此方から歩み寄らずに持っていた包みをわずかに掲げ、ちらりと周囲を一瞥してほかに人影がないことを確認。そして「山の言葉」で語りかけた。
「彼から、遺言を預かったんだ」
そう言って視線を手元に落とせば、その中に入っているものが何なのか想像が出来たのだろう。バッとシェイラが距離を縮め、ひったくるように手の中の包みを奪う。そしてわずかに縛り眼を緩めて中の白髪を確認してから勢いよく顔を上げてキッとにらむような視線を八月一日に向けた。
「どういう事!?…何があったの!?いったいこれは…それにあなた、その言葉は…」
八月一日と同じように山の言葉で返したシェイラだったが、その口調は慌てていて状況がうまく飲み込めていない様子。少しだけ言葉が分かるモロンもなんとなく事情を察したようだ。まずは落ち着けと言うモロンに肩を軽く叩かれたことでシェイラは一度大きく深呼吸をしたが、それでもオロオロとした様子は落ち着かなかった。八月一日が「落ち着いて」と言ったところでモロンよりうまくなだめる事は出来ないだろう。今はこのまま話を進めようと判断した。

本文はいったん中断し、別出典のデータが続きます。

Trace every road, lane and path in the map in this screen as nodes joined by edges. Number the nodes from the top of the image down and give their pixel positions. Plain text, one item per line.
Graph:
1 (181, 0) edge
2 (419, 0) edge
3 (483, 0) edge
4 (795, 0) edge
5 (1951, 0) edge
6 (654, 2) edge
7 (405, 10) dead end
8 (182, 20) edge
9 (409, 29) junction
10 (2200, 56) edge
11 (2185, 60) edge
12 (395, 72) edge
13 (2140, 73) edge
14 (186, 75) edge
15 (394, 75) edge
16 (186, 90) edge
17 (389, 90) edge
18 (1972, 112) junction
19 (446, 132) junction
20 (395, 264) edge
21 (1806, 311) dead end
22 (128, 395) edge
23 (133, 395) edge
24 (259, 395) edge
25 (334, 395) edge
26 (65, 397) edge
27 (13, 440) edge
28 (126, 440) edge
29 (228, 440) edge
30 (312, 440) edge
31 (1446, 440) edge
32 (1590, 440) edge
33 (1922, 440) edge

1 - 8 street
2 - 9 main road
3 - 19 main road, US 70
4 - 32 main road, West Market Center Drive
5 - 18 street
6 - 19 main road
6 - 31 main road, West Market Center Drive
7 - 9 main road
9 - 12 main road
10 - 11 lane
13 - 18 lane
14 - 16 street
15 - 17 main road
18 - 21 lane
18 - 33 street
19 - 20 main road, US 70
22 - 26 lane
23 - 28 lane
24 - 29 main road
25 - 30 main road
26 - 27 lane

「何度も繰り返さないからね。しっかり聞いてよ?…『これは、俺が望んだ死。姉さんの力に成れなくて申し訳ないとは思っているけど、許して欲しい。最後に一つ願いを聞いてもらえるならば、砂漠と山の人間を引き合わせて欲しい。砂漠に水を引き入れる方法がある。砂漠に緑が広がれば、今の水のために命を賭ける砂漠での生活も、生きるために人口を制限する山の生活も、改善すると思うんだ』…水を山から引き込む方法は俺が知っている。シェイラ、君には架け橋になってもらいたいんだ」
一言一句聞き漏らさないようにと相槌を入れる事無く聞いていたシェイラ。包みの中の首は誰か知らない人間で、目の前の男は嘘を言っているかもしれないとも思ったが、遺言と言って伝えてきた言葉の中に「姉さん」という単語があったことで全て本当の事だと裏付けられてしまった。シンとシェイラの関係はそれこそモロンでさえ知らなかったのだから。
「色々と引き合わせるための下準備をしてきたつもりだけれど…分かったわ。それがあの子の願いなら。…で、架け橋になるのはかまわないけれど、この街トロアリーヤの代表はどうするの?まさか貴方がトップに立つつもり?」
「まさか。この街の代表はアルトゥーロだけだよ。だから彼に頑張ってもらう」
「頑張ってもらう、って…私は彼の前に出た事が無いから…いえ、あるけど…あの眼を見たことが無いから詳しくは分からないけど、朱眼の魔王は一筋縄じゃいかないらしいわよ?」
「うん。俺にちょっと考えがある。それに…たぶん大丈夫だと思う」
シンはアルトゥーロの眼を見ることが出来た。
それは何故か?種族の違いかと思ったけれど、シェイラに経験が無いなら彼女は大丈夫とは断言できない。
だがあの時、そして今も普通の人間とは決定的に違う部分が身体にはある。
たぶん大丈夫と言ったまま詳細をなかなか口にしない八月一日を見て、シェイラとモロンは「大丈夫だろうか?」と顔を見合わせた。